Intimacy




As I walk the trail, the grasses say hello to me and I say hello to them.They are alive, like me. They penetrate my being with their green energy. It is a feeling on the skin of my arms, a tenderness that all living things have toward me, a tenderness that I experience with and for them.

Intimacy happens at a cellular level. It happens as a whole-body feeling. I first regained it (we all start as intimate part of the mother and then proceed to lose it in this tick-tock world) twenty-five years ago, in Crested Butte, Colorado, after a study session with Virginia Satir. I walked out of the conference room and there was Mount Crested Butte, towering above the town, and it spoke to me. It spoke not in words but in a connection of its cells with mine, and I loved the mountain as much as I ever loved my father. The mountain was a presence next to me, within me right then. Roughness and stones have their own tenderness to share with me, when my heart is open.

Intimacy revealed itself to me with my cat, Huck Finn. It happened through her muscular, vibrating little body resonating with my hands. The catness of my cat was my own slinking catness, as the grassness of the grass is my grassness, as the stone-ness of Mt. Crested Butte is my own solidity and calm strength.

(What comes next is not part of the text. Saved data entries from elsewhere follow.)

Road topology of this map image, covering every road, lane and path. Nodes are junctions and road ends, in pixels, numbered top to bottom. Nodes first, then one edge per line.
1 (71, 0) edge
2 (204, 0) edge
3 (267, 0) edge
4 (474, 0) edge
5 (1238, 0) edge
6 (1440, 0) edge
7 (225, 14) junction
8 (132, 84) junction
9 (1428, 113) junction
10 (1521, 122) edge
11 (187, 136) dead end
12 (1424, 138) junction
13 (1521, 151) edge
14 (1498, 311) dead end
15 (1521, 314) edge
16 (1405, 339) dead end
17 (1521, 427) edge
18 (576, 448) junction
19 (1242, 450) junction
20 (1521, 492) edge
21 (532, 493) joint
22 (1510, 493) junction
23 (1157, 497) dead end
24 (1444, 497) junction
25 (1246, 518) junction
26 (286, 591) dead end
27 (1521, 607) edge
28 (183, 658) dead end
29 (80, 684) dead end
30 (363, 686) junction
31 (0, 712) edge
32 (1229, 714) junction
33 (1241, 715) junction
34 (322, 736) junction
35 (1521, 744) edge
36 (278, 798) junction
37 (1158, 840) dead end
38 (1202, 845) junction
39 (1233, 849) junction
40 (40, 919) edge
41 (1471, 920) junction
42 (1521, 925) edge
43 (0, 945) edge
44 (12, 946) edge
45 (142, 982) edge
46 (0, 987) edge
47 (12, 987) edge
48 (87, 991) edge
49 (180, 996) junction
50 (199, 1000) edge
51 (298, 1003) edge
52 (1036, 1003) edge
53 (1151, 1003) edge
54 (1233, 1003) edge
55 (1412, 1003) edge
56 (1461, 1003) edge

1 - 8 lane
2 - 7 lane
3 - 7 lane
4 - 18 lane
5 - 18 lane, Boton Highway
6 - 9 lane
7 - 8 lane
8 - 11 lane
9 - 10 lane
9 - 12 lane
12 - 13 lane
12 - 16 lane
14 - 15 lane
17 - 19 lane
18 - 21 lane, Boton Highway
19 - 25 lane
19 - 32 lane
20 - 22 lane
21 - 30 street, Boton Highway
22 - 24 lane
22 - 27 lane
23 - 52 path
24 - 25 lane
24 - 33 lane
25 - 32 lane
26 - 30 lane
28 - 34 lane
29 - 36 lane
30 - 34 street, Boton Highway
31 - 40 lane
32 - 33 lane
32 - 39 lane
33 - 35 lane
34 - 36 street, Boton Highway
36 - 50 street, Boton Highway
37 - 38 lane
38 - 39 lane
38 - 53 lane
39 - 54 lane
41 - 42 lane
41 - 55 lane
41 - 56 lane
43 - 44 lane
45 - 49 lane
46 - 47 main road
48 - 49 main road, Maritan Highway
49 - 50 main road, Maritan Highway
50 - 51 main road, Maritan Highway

Intimacy is the breeze against my face, the warmth of the sun. Intimacy with myself is loving my feet. Intimacy is loving oil paints, their color, the buttery texture, the smell of turpentine. Intimacy with a piece of equipment is asking it--what does it need right now? Is it a cleaning, a drop of oil? Does it need a bolt tightened or a new belt put in? Things respond to tenderness in their own thingness way. Intimacy teaches patience, with myself, with the resplendent world around us, with the things we make.

Isn't it odd that intimacy is hardest with our own kind?